- _Task details_
Read through the listing and copy every line that contains the word "Mlinska".

- _Entries supplied_
= = = =
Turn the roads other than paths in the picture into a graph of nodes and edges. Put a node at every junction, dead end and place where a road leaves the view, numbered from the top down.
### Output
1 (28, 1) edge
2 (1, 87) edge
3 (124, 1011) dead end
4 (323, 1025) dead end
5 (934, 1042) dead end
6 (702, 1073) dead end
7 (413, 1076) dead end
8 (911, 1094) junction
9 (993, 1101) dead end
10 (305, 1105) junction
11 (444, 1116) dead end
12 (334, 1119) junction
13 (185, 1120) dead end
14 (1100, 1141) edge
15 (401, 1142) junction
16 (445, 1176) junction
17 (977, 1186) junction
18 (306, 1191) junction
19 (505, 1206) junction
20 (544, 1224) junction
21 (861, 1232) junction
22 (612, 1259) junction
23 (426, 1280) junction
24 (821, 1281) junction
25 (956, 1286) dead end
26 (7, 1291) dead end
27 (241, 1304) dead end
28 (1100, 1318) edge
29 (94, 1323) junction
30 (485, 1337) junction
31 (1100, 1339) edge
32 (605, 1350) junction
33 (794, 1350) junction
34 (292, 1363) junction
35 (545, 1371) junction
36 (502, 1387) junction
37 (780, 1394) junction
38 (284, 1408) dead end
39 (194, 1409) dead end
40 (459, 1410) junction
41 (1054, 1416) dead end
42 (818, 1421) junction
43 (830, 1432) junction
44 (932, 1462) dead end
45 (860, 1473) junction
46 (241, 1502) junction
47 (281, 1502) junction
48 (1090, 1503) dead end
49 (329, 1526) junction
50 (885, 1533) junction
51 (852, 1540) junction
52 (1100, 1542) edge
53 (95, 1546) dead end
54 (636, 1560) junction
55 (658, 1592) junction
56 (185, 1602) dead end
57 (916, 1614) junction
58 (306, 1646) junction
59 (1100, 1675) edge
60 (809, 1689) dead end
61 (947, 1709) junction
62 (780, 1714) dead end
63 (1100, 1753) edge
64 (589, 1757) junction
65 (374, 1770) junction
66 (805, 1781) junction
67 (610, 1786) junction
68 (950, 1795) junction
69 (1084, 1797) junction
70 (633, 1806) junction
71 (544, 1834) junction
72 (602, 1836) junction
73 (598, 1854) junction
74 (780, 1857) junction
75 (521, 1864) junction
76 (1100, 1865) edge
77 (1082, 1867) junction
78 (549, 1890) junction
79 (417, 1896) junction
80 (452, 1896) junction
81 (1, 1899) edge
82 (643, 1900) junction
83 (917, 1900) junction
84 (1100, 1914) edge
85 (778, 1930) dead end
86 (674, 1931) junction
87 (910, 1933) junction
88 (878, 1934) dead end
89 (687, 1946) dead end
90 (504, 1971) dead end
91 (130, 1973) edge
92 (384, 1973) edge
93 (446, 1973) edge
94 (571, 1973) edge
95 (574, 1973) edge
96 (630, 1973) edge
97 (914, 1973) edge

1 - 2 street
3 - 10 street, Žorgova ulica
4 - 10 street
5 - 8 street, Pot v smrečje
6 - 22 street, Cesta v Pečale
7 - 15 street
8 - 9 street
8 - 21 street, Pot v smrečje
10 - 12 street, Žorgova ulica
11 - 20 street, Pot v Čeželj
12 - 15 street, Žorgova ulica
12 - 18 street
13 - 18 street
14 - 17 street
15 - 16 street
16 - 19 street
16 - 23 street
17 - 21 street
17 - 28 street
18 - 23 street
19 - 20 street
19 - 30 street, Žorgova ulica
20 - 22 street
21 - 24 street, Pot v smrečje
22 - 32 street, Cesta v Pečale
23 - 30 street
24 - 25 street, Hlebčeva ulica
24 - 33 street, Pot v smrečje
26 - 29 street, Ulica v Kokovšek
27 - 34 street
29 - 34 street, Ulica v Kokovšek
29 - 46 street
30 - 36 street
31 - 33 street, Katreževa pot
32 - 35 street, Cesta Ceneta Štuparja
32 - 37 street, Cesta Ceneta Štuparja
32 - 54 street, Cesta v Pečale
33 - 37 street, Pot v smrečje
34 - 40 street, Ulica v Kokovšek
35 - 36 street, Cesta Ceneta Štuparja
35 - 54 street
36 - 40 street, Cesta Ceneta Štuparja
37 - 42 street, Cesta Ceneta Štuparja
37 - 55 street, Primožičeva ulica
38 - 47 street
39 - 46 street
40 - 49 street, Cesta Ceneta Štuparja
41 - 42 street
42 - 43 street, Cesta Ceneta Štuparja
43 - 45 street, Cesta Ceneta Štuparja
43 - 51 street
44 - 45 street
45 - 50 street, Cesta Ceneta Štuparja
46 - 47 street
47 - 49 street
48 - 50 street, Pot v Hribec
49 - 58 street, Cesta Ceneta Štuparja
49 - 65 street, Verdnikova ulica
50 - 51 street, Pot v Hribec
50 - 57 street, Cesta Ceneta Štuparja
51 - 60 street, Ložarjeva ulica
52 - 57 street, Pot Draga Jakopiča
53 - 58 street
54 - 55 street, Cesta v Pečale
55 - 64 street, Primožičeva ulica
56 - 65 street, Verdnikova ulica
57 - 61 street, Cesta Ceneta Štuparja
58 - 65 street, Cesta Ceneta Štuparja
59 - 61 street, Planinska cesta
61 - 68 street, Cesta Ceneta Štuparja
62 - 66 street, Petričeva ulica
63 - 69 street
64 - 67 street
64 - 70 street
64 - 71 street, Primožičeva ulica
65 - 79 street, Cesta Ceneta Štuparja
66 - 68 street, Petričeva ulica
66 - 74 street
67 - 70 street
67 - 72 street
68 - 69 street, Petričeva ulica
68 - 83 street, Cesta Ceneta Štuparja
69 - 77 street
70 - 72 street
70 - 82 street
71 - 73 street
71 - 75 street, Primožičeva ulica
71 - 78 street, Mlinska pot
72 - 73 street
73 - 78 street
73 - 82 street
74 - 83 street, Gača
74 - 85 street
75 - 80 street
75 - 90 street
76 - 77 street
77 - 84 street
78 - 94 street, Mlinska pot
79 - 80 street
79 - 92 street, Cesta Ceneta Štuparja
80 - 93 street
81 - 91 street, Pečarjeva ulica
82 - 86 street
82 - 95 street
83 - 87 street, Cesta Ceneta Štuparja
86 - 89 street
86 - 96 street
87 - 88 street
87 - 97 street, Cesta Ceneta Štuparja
= = = =
- _Exercise solution_
71 - 78 street, Mlinska pot
78 - 94 street, Mlinska pot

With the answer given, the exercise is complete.